The death of Polydorus

The story of Polydorus, one of Trojan King Priam's younger sons, is one of those in which two contradictory traditions exist, resulting in wildly different narratives. The Homeric version, as told in Book XX of the "Iliad," states that he was Priam's youngest son and is killed by Achilles on the battlefield. Not a particularly nice story, but at the end of the day, it's a battlefield death — one among many.

The tradition told in Greek playwright Euripides' "Hecuba," however, is very different and much darker. In the play, Polydorus enters as a ghost (so he's already dead) and recounts that Priam sent him away from Troy once the Greek attack began for his safety. Priam sent the boy to his "guest-friend," the Thracian King Polymnestor, along with a substantial amount of gold. There, Polydorus spent the war in safety, growing into a happy, healthy child.
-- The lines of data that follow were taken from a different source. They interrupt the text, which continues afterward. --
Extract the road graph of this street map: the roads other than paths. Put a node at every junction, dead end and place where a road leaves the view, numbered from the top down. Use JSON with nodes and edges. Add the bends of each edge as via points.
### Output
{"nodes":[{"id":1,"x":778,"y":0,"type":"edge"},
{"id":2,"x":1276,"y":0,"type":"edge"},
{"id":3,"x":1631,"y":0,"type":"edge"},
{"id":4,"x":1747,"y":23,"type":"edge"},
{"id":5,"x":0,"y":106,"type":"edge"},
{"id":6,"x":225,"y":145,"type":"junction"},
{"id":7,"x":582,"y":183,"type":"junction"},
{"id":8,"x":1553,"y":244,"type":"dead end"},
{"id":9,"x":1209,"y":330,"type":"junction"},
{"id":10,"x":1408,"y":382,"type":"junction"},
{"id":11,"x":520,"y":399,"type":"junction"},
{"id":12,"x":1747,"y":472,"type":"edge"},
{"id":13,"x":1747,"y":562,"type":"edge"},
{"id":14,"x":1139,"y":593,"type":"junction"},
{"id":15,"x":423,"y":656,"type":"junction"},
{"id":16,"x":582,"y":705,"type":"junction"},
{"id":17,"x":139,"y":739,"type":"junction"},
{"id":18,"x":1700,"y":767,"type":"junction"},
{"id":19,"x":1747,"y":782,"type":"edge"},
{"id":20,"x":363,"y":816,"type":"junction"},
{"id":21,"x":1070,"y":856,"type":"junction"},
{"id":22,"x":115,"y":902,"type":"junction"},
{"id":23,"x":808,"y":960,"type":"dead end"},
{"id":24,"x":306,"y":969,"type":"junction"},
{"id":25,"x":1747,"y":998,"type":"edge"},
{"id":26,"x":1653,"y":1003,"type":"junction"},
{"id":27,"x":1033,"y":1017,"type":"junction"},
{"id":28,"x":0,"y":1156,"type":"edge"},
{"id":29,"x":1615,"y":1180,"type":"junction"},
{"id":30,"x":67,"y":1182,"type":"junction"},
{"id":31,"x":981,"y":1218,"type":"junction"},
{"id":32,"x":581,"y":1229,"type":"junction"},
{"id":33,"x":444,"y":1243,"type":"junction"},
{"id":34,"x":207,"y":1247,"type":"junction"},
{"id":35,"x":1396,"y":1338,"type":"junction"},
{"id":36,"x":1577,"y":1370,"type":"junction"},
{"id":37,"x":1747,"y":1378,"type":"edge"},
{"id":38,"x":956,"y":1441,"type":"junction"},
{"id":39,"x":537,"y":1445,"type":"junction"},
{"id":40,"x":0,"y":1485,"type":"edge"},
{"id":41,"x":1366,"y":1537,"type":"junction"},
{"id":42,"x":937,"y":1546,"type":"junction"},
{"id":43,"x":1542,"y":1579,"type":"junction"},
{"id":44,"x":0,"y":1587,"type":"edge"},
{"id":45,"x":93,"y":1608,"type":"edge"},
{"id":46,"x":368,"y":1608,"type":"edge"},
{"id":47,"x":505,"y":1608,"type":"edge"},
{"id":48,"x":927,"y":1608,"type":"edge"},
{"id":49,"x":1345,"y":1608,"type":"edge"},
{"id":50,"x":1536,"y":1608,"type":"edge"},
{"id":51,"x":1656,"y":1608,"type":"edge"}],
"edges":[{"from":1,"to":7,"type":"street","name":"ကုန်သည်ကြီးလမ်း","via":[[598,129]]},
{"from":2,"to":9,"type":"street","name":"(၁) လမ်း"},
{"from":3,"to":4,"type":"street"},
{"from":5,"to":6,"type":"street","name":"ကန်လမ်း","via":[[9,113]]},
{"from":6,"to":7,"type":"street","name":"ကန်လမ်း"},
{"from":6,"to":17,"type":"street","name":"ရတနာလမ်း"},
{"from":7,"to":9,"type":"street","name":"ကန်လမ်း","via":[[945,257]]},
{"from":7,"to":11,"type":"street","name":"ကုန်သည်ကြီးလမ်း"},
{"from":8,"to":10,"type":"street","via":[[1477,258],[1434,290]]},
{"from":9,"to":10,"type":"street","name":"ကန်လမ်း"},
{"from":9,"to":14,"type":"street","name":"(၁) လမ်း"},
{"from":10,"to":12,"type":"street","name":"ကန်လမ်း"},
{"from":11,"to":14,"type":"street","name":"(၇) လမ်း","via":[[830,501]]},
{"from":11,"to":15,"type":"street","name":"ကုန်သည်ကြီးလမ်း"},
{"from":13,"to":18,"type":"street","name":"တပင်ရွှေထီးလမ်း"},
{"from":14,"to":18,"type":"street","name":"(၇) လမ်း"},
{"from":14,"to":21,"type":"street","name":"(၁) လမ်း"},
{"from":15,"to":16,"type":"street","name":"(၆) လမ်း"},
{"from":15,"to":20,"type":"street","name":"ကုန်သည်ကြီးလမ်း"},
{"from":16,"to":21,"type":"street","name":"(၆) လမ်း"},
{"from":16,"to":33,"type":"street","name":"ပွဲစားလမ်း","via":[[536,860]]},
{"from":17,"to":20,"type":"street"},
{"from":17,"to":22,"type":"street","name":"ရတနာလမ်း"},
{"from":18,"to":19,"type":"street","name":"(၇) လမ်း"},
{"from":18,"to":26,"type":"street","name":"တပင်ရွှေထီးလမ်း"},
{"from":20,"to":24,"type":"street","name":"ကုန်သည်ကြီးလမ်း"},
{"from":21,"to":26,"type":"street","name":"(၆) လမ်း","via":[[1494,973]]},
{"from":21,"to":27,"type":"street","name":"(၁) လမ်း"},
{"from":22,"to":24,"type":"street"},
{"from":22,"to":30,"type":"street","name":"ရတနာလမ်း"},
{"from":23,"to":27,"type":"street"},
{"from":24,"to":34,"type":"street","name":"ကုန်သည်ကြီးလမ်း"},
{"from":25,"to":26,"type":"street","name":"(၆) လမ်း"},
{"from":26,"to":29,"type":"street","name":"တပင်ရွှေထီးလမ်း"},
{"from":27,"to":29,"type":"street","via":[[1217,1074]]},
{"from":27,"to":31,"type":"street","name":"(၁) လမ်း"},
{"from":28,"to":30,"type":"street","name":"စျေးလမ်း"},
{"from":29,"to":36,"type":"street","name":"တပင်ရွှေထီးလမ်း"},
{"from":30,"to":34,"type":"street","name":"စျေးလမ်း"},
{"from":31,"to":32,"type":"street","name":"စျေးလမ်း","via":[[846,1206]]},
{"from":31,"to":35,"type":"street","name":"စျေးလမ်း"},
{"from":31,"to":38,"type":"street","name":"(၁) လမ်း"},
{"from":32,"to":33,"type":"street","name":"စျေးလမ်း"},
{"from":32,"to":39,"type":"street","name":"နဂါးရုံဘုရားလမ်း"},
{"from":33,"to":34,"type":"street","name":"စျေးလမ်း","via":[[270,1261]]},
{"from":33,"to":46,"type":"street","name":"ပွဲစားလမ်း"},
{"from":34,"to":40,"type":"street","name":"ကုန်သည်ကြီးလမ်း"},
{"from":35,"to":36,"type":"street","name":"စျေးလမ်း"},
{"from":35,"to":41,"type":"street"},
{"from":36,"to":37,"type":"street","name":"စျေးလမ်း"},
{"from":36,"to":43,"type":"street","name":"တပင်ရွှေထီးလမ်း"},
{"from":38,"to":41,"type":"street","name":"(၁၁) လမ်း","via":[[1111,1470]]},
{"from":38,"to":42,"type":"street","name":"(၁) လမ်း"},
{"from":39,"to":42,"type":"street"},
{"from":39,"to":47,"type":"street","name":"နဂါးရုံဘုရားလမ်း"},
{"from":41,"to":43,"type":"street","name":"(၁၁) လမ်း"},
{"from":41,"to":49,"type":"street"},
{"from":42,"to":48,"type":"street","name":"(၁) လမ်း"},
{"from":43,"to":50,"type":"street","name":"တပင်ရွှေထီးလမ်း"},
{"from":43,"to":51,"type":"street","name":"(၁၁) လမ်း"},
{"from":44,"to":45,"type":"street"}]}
When the war ends after 10 years, however, Polymnestor does not release the boy or keep him around. Instead, according to Euripides, Polymnestor has him murdered so he can keep the gold Priam had sent along with him. His body is tossed into the sea. The murder would have been a blatant violation of the practice of xenia – the Greek tradition of welcoming and protecting strangers and guests. Given the fact that Polymnestor is called a "guest-friend" of Priam, his murder of Polydorus, who was just a boy, comes off as especially criminal.

The fate of Cassandra

Priam's daughter, Cassandra, as Quintus of Smyrna recounts in his "Fall of Troy," was endowed with the power of prophecy. Her words were always the "utter truth." The only problem was that no one ever believed her, as was "Fate's decree." So when the Greeks entered Troy with the Wooden Horse, Cassandra was one of two people to see through the ruse.

Cassandra attempted to warn her countrymen, prophesying that the horse would bring fire and death upon the city. Instead, they accused her of being controlled by a "raving tongue of evil speech." She then tried to set the horse on fire with a burning staff and hack at it with an axe, but was restrained.

Ultimately, Cassandra became a victim of her countrymen's stubbornness and the Greeks. Later Greek historian Tryphiodorus and most authors generally agree that during the sack of Troy, the seer sought shelter in the temple of Athena — a sacred, inviolable place. But then the stories diverge. Dictys Cretensis says that Ajax of Locris dragged her out of the sanctuary. Tryphiodorus, on the other hand, says that he also raped her inside the temple. This second act — the violation of a priestess seeking sanctuary before a goddess — was a "reckless sin" and "deed intolerable" per the goddess herself, according to Quintus. At Athena's request, Zeus sends a storm that kills Ajax on the way home. Things did not improve for Cassandra, who according to Pausanias, was given to Agamemnon to live as a captive in Mycenae. There, according to Pausanias, Agamemnon's wife Clytemnestra murdered her and her twin boys.